*** Opening SUPPLIED RECORDS ***

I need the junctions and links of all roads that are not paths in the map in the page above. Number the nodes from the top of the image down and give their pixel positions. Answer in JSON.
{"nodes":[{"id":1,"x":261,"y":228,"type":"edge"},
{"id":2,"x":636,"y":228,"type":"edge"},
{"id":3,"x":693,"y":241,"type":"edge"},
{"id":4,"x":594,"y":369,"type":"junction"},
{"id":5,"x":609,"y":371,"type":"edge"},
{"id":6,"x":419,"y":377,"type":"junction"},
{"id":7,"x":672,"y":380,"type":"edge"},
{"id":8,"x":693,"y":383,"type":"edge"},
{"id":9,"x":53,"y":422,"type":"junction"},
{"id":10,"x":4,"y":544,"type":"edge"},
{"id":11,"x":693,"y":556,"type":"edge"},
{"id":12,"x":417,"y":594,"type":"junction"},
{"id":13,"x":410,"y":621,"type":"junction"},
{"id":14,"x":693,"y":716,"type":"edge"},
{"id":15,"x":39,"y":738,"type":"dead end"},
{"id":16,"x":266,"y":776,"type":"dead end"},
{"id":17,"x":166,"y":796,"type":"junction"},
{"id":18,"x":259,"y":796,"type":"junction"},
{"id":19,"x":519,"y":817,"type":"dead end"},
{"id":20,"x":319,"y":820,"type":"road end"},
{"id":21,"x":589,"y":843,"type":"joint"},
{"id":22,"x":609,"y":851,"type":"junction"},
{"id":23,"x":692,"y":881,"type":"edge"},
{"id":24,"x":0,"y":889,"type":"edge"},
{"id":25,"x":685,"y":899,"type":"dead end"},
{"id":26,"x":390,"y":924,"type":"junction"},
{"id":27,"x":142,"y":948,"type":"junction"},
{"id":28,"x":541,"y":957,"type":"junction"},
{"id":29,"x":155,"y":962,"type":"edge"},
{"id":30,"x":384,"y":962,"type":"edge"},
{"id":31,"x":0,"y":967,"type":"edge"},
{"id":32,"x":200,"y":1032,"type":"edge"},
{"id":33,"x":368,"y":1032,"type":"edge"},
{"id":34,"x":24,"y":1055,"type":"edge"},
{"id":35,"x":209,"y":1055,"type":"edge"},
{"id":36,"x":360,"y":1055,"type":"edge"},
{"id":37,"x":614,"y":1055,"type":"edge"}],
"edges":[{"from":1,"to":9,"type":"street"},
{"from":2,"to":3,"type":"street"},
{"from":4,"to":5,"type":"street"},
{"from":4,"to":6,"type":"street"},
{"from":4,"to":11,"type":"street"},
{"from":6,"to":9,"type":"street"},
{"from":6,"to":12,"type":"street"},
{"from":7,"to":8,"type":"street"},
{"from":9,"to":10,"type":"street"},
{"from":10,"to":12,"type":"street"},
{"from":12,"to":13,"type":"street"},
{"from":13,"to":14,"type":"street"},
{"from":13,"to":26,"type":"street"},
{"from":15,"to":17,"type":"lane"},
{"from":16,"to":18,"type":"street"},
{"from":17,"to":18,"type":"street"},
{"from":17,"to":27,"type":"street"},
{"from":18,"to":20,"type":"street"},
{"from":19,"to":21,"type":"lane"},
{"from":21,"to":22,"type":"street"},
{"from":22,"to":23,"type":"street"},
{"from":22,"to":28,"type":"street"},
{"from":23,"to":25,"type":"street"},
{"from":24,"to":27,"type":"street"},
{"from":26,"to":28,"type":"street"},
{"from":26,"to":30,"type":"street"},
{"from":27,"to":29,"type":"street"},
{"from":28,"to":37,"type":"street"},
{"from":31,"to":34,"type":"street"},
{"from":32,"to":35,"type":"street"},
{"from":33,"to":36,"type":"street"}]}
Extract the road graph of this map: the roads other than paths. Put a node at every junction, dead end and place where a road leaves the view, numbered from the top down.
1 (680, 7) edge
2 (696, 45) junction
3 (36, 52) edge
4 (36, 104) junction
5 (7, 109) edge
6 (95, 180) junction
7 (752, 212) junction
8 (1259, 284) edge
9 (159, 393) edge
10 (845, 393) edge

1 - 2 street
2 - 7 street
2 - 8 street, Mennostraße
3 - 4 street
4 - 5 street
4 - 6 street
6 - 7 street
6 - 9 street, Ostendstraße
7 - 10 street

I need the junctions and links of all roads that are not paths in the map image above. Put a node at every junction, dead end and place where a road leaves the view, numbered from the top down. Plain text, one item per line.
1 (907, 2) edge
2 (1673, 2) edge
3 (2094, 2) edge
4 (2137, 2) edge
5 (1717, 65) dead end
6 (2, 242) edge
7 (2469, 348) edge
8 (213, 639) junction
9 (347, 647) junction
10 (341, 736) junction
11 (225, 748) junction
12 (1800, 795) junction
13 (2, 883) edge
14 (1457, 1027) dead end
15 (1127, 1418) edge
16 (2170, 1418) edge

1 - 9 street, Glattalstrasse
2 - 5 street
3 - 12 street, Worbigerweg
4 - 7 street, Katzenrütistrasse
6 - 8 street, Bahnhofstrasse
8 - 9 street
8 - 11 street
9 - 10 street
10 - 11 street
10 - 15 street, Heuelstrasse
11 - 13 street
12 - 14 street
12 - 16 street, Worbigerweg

*** Closing SUPPLIED RECORDS ***

EXERCISE REQUIREMENTS: In the records, locate each line holding the string "every" and copy it.

SOLUTION FOR THIS TASK:
Extract the road graph of this map: the roads other than paths. Put a node at every junction, dead end and place where a road leaves the view, numbered from the top down.
I need the junctions and links of all roads that are not paths in the map image above. Put a node at every junction, dead end and place where a road leaves the view, numbered from the top down. Plain text, one item per line.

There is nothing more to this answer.